BEGIN

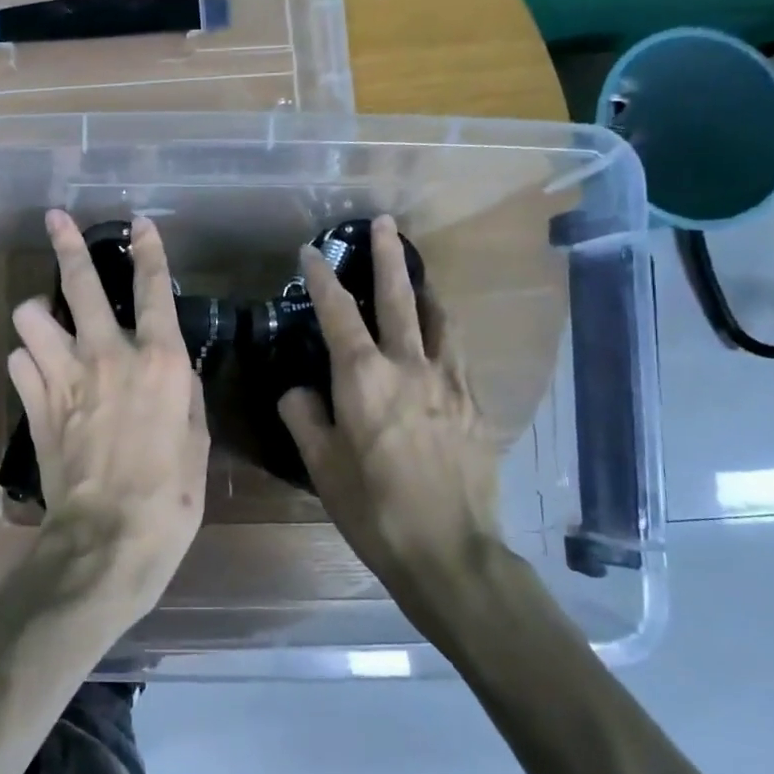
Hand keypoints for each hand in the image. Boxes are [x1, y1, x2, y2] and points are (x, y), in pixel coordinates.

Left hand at [8, 211, 208, 617]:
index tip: (141, 223)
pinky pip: (17, 360)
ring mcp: (63, 376)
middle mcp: (106, 354)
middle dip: (67, 244)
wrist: (109, 537)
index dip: (149, 251)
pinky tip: (38, 374)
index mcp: (158, 361)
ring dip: (37, 315)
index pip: (153, 290)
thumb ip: (183, 396)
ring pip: (29, 315)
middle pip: (78, 283)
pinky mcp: (33, 403)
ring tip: (46, 324)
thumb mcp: (196, 440)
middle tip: (56, 220)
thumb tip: (171, 374)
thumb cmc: (171, 495)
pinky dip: (27, 361)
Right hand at [278, 216, 502, 597]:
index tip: (311, 251)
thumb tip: (298, 391)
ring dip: (425, 289)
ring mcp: (450, 383)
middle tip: (385, 223)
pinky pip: (457, 353)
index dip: (322, 279)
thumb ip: (304, 417)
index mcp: (364, 379)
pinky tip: (440, 340)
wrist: (449, 550)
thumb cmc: (373, 508)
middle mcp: (410, 367)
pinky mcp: (475, 404)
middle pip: (399, 298)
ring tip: (418, 274)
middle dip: (388, 257)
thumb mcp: (322, 465)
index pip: (338, 314)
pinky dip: (444, 333)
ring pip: (440, 319)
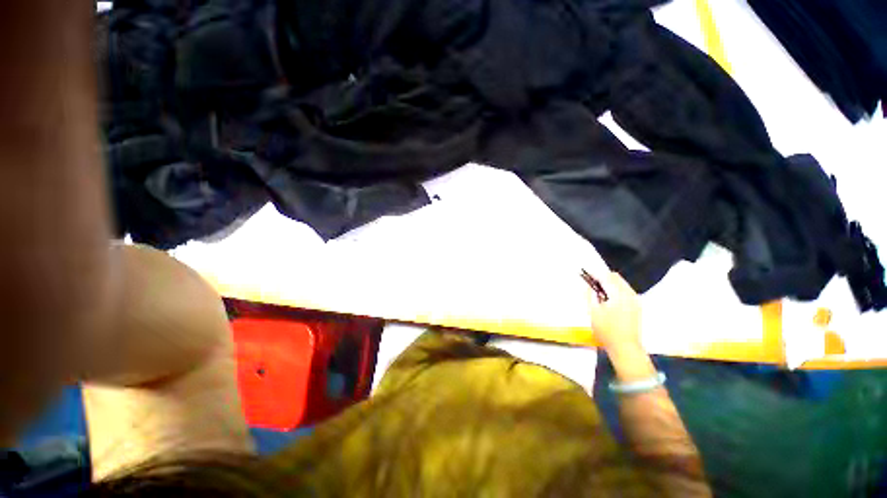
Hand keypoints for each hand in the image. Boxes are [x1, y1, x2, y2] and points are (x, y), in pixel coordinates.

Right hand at [588, 272, 642, 354]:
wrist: (625, 347)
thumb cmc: (606, 330)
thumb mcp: (593, 311)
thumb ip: (590, 295)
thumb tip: (588, 285)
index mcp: (618, 295)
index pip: (605, 277)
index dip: (594, 273)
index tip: (585, 271)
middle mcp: (629, 294)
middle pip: (616, 277)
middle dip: (602, 276)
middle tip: (590, 280)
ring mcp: (635, 300)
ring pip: (621, 283)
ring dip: (609, 282)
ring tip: (598, 289)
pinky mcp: (637, 306)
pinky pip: (625, 290)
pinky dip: (616, 289)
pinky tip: (608, 297)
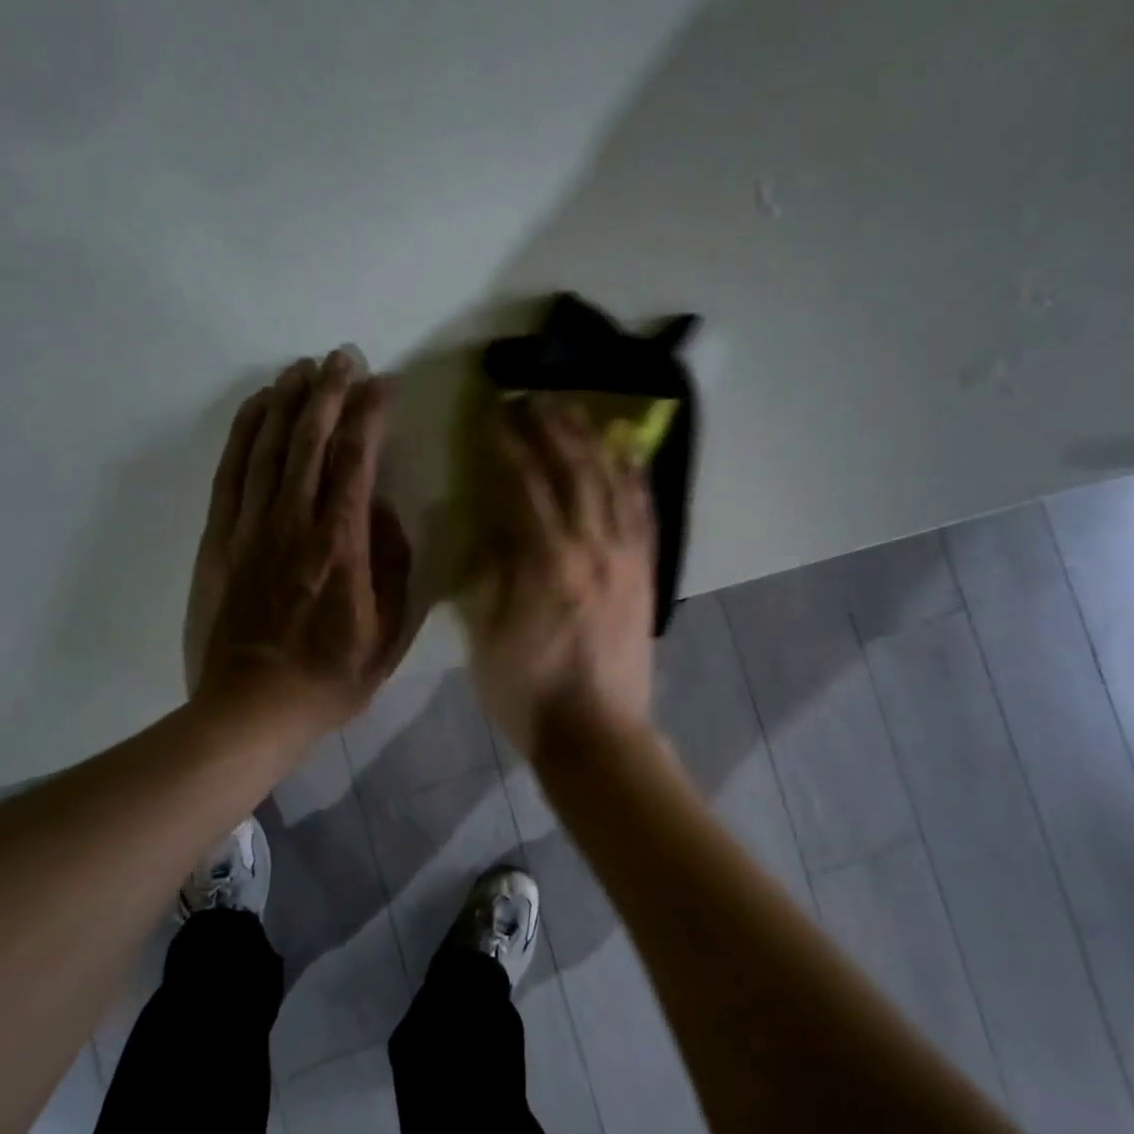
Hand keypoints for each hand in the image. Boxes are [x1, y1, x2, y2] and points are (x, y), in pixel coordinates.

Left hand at [184, 350, 413, 731]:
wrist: (251, 709)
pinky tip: (257, 407)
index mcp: (342, 546)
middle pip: (310, 440)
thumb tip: (388, 511)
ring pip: (268, 447)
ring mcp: (251, 528)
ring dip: (287, 401)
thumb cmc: (331, 677)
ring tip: (303, 367)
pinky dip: (244, 433)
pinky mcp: (219, 539)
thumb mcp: (391, 634)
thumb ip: (395, 565)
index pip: (357, 461)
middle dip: (330, 391)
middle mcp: (294, 524)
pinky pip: (231, 472)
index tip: (383, 383)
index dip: (370, 414)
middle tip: (343, 356)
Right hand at [459, 396, 655, 759]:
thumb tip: (494, 527)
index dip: (508, 444)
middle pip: (574, 469)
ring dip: (592, 440)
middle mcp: (593, 546)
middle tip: (532, 398)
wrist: (596, 734)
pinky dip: (636, 477)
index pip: (525, 483)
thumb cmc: (528, 692)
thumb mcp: (486, 636)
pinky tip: (628, 453)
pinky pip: (645, 513)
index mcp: (547, 561)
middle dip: (551, 427)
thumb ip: (489, 574)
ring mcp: (627, 558)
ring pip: (614, 481)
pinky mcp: (647, 573)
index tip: (494, 415)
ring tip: (576, 410)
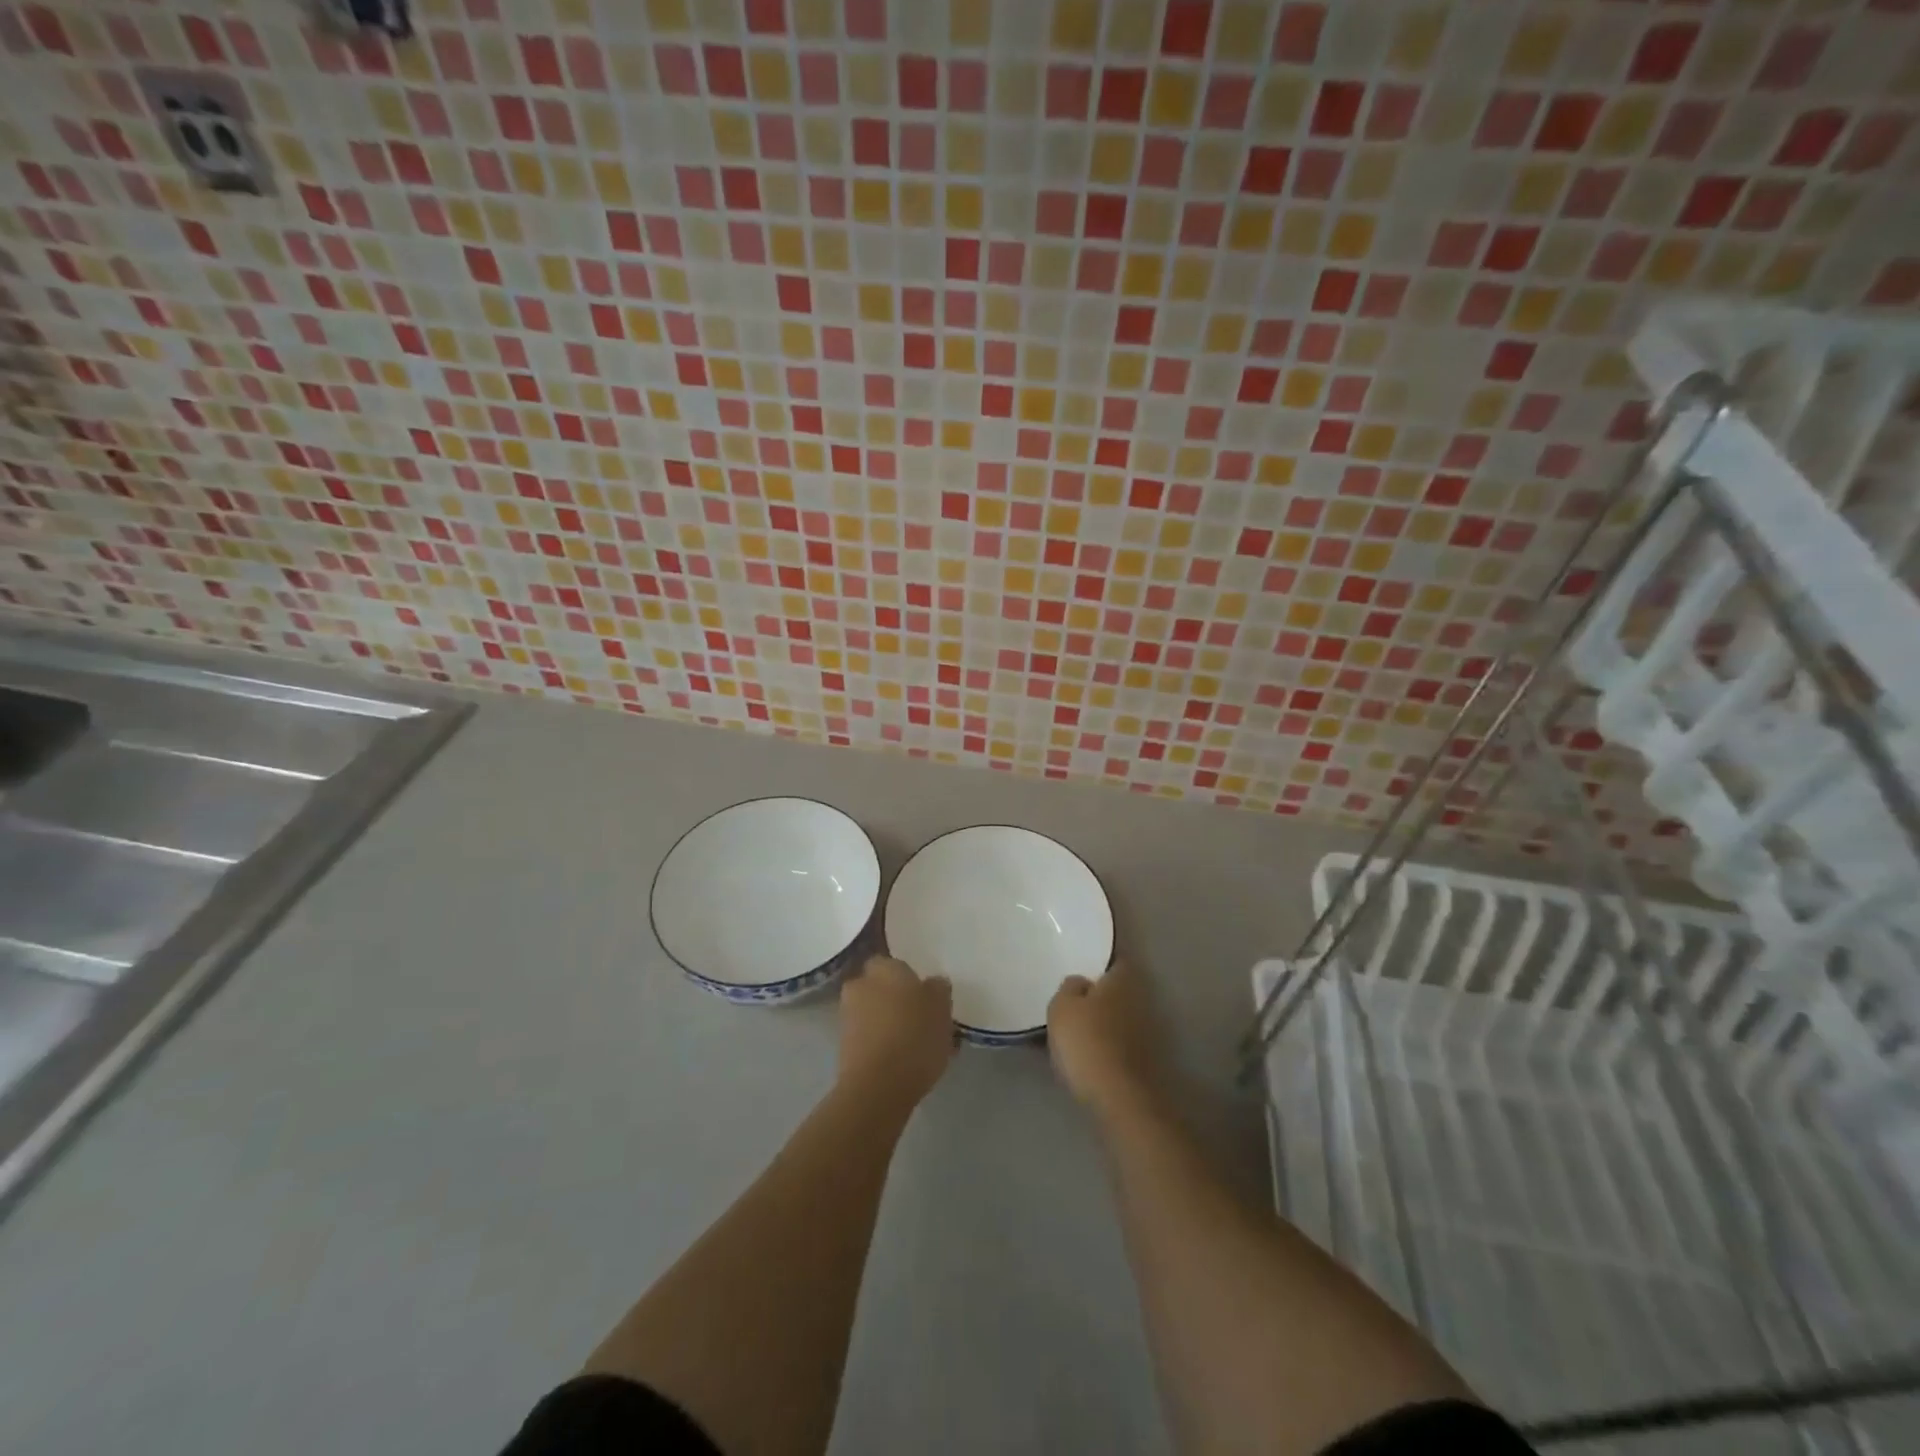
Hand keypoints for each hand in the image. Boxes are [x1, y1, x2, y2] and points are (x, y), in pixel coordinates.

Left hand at [837, 955, 954, 1107]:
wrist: (877, 1087)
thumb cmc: (914, 1037)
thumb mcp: (942, 1008)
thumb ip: (939, 989)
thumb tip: (933, 983)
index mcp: (884, 967)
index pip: (895, 963)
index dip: (910, 979)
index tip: (926, 996)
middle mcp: (860, 984)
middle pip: (882, 987)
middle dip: (897, 999)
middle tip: (922, 1018)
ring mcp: (847, 1015)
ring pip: (874, 1012)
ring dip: (889, 1022)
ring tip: (916, 1044)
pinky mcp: (843, 1046)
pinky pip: (869, 1036)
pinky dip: (882, 1043)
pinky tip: (903, 1061)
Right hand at [1047, 958, 1158, 1119]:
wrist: (1118, 1097)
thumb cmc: (1087, 1041)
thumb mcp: (1062, 1006)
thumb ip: (1070, 987)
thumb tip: (1081, 983)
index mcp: (1123, 979)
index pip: (1115, 961)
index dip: (1100, 964)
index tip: (1083, 969)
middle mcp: (1141, 999)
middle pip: (1118, 990)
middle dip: (1101, 994)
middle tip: (1075, 1000)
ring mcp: (1147, 1032)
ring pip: (1120, 1017)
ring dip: (1104, 1021)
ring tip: (1078, 1030)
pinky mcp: (1145, 1060)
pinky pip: (1120, 1042)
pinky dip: (1108, 1044)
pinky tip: (1089, 1054)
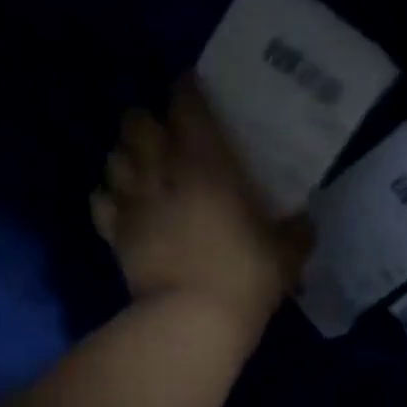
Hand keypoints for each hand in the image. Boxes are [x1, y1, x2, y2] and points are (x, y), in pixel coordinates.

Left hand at [91, 80, 313, 325]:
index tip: (193, 86)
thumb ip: (296, 231)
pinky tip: (122, 205)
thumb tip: (306, 221)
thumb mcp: (286, 254)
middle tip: (165, 133)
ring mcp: (132, 202)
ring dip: (125, 155)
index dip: (187, 89)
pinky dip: (108, 197)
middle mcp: (162, 171)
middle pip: (136, 121)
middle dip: (146, 120)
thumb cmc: (244, 275)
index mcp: (206, 162)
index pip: (186, 104)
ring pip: (113, 156)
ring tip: (142, 167)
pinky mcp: (114, 234)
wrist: (192, 320)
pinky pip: (100, 201)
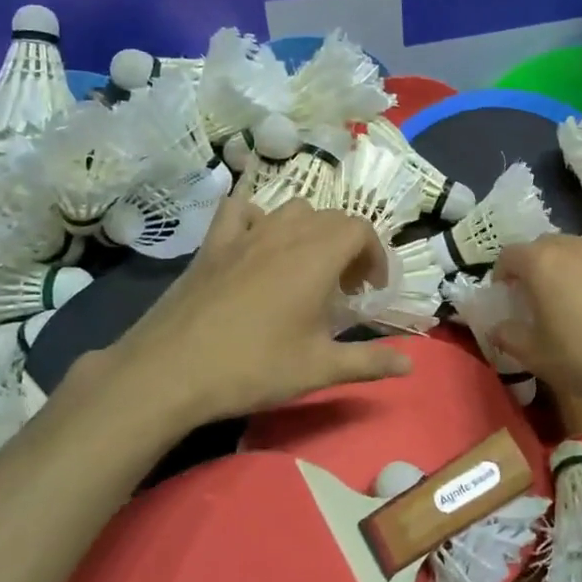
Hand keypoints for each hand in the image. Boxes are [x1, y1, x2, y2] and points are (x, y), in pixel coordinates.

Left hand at [77, 194, 411, 426]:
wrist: (171, 371)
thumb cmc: (253, 368)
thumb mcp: (319, 369)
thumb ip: (369, 361)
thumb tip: (410, 364)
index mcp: (316, 257)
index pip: (361, 229)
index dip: (375, 255)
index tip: (371, 290)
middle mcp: (284, 234)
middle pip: (331, 217)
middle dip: (349, 245)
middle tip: (346, 286)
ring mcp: (245, 234)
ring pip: (291, 210)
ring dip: (310, 230)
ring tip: (308, 266)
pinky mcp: (212, 244)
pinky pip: (239, 210)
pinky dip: (256, 218)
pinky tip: (256, 244)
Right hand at [491, 235, 581, 410]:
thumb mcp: (536, 356)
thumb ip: (509, 337)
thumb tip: (497, 328)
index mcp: (542, 263)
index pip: (510, 254)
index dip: (502, 273)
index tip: (506, 294)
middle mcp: (575, 248)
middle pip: (545, 246)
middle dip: (536, 266)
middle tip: (537, 297)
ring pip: (580, 253)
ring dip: (570, 270)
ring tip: (575, 302)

END

§ Task goal
Exclude the pictures, and transcribe all of the material exactly.

§ Answer for this exercise
Hand keypoints for each hand in the image. Boxes are [x1, y1, x2, y2] and points are (x, y), in pixel coordinates.

Left hand at [8, 211, 208, 617]:
index tip: (141, 223)
pinky pip: (17, 360)
ring mcp: (63, 376)
middle mcp: (106, 354)
middle dip: (67, 244)
wrist: (109, 537)
index dip: (149, 251)
pinky tip: (38, 374)
index mcp: (158, 361)
ring dip: (37, 315)
index pip: (153, 290)
thumb ip: (183, 396)
ring pip: (29, 315)
middle pip: (78, 283)
pinky mcp: (33, 403)
ring tip: (46, 324)
thumb mcp: (196, 440)
middle tip: (56, 220)
thumb tip: (171, 374)
thumb cmc: (171, 495)
pinky dip: (27, 361)
Right hand at [278, 216, 502, 597]:
index tip: (311, 251)
thumb tip: (298, 391)
ring dip: (425, 289)
ring mcp: (450, 383)
middle tip: (385, 223)
pinky pip: (457, 353)
index dip: (322, 279)
thumb ip: (304, 417)
index mcp: (364, 379)
pinky tip: (440, 340)
wrist: (449, 550)
thumb cmc: (373, 508)
middle mcp: (410, 367)
pinky mcp: (475, 404)
middle pip: (399, 298)
ring tip: (418, 274)
middle dip: (388, 257)
thumb mcp: (322, 465)
index pip: (338, 314)
pinky dip: (444, 333)
ring pip: (440, 319)
Hand keypoints for each hand in the image. Boxes are [x1, y1, x2, y2] and points are (x, y), in pixel coordinates.

Right hand at [588, 272, 642, 354]:
wrist: (625, 347)
thumb cmc: (606, 330)
thumb mcp: (593, 311)
thumb ip: (590, 295)
thumb tip: (588, 285)
index mcp: (618, 295)
index pip: (605, 277)
index dip: (594, 273)
index tip: (585, 271)
middle mcp: (629, 294)
middle pip: (616, 277)
middle dip: (602, 276)
middle tip: (590, 280)
ring mcp: (635, 300)
ring pip: (621, 283)
ring dip: (609, 282)
ring tip: (598, 289)
pinky mcp: (637, 306)
pinky pip: (625, 290)
pinky dip: (616, 289)
pinky tip: (608, 297)
Hand keypoints for each hand in the image. Boxes are [x1, y1, x2, y2] and points are (x, y), in pixel coordinates.

Left hand at [184, 350, 413, 731]:
wrist: (251, 709)
pinky tip: (257, 407)
index mcp: (342, 546)
middle pip: (310, 440)
thumb tip: (388, 511)
ring pip: (268, 447)
ring mcp: (251, 528)
ring dip: (287, 401)
thumb cmc: (331, 677)
ring tip: (303, 367)
pinky dip: (244, 433)
pinky mcp: (219, 539)
thumb mcp: (391, 634)
thumb ip: (395, 565)
index pip: (357, 461)
middle dip: (330, 391)
middle mcp: (294, 524)
pinky pip: (231, 472)
index tip: (383, 383)
index dip: (370, 414)
middle tip: (343, 356)
Right hand at [459, 396, 655, 759]:
thumb tip: (494, 527)
index dip: (508, 444)
middle pip: (574, 469)
ring dip: (592, 440)
middle mcp: (593, 546)
middle tip: (532, 398)
wrist: (596, 734)
pinky dip: (636, 477)
index pip: (525, 483)
thumb cmc: (528, 692)
thumb mcp: (486, 636)
pinky tip: (628, 453)
pinky pip: (645, 513)
index mcp: (547, 561)
middle dip: (551, 427)
thumb ip: (489, 574)
ring mcp: (627, 558)
ring pip: (614, 481)
pinky mcp: (647, 573)
index tip: (494, 415)
ring tip: (576, 410)
Hand keypoints for each hand in the image. Boxes are [x1, y1, x2, y2] and points are (x, y), in pixel coordinates.

Left hand at [837, 955, 954, 1107]:
wrist: (877, 1087)
thumb cmc: (914, 1037)
thumb mcp: (942, 1008)
thumb ip: (939, 989)
thumb tip: (933, 983)
index mcp: (884, 967)
index pip: (895, 963)
index dip: (910, 979)
index tip: (926, 996)
middle mcp: (860, 984)
middle pip: (882, 987)
middle dip: (897, 999)
middle tip: (922, 1018)
ring mcp: (847, 1015)
ring pip: (874, 1012)
ring dip: (889, 1022)
ring tip: (916, 1044)
pinky mcp: (843, 1046)
pinky pip: (869, 1036)
pinky dip: (882, 1043)
pinky tip: (903, 1061)
Right hand at [1047, 958, 1158, 1119]:
wrist: (1118, 1097)
thumb cmc: (1087, 1041)
thumb mcp: (1062, 1006)
thumb ip: (1070, 987)
thumb tip: (1081, 983)
index mcp: (1123, 979)
index pip: (1115, 961)
index dip: (1100, 964)
index tip: (1083, 969)
middle mcp: (1141, 999)
middle pip: (1118, 990)
middle dip: (1101, 994)
middle tip: (1075, 1000)
ring mcp: (1147, 1032)
ring pip: (1120, 1017)
ring dip: (1104, 1021)
ring tip: (1078, 1030)
pinky mcp: (1145, 1060)
pinky pip: (1120, 1042)
pinky dip: (1108, 1044)
pinky tip: (1089, 1054)
Hand keypoints for each hand in the image. Boxes are [x1, y1, x2, y2] and points are (x, y), in pixel coordinates.

Left hand at [91, 80, 313, 325]:
index tip: (193, 86)
thumb ip: (296, 231)
pinky tip: (122, 205)
thumb tip: (306, 221)
thumb mcp: (286, 254)
middle tip: (165, 133)
ring mcp: (132, 202)
ring dip: (125, 155)
index dip: (187, 89)
pinky dip: (108, 197)
middle mcp: (162, 171)
middle pip: (136, 121)
middle dip: (146, 120)
thumb cmc: (244, 275)
index mcp: (206, 162)
index pip: (186, 104)
ring pip: (113, 156)
ring tip: (142, 167)
pinky mcp: (114, 234)
wrist: (192, 320)
pinky pip: (100, 201)
Hand keypoints for each hand in the image. Boxes are [x1, y1, x2, y2] and points are (x, y), in pixel coordinates.

Left hand at [77, 194, 411, 426]:
wrist: (171, 371)
thumb cmc: (253, 368)
thumb mcp: (319, 369)
thumb ip: (369, 361)
thumb tip: (410, 364)
index mcp: (316, 257)
index pip: (361, 229)
index dip: (375, 255)
index tip: (371, 290)
middle mcp: (284, 234)
middle pip: (331, 217)
middle dip: (349, 245)
middle tip: (346, 286)
ring mcp: (245, 234)
ring pip: (291, 210)
ring dip: (310, 230)
ring tip: (308, 266)
pinky mcp: (212, 244)
pinky pip: (239, 210)
pinky dip: (256, 218)
pinky tip: (256, 244)
Right hand at [491, 235, 581, 410]:
thumb mcp: (536, 356)
thumb ip: (509, 337)
thumb tip: (497, 328)
index mcp: (542, 263)
index pip: (510, 254)
index dip: (502, 273)
index tip: (506, 294)
middle mcp: (575, 248)
middle pip: (545, 246)
middle dip: (536, 266)
middle tip: (537, 297)
ring pip: (580, 253)
ring dip: (570, 270)
ring tip: (575, 302)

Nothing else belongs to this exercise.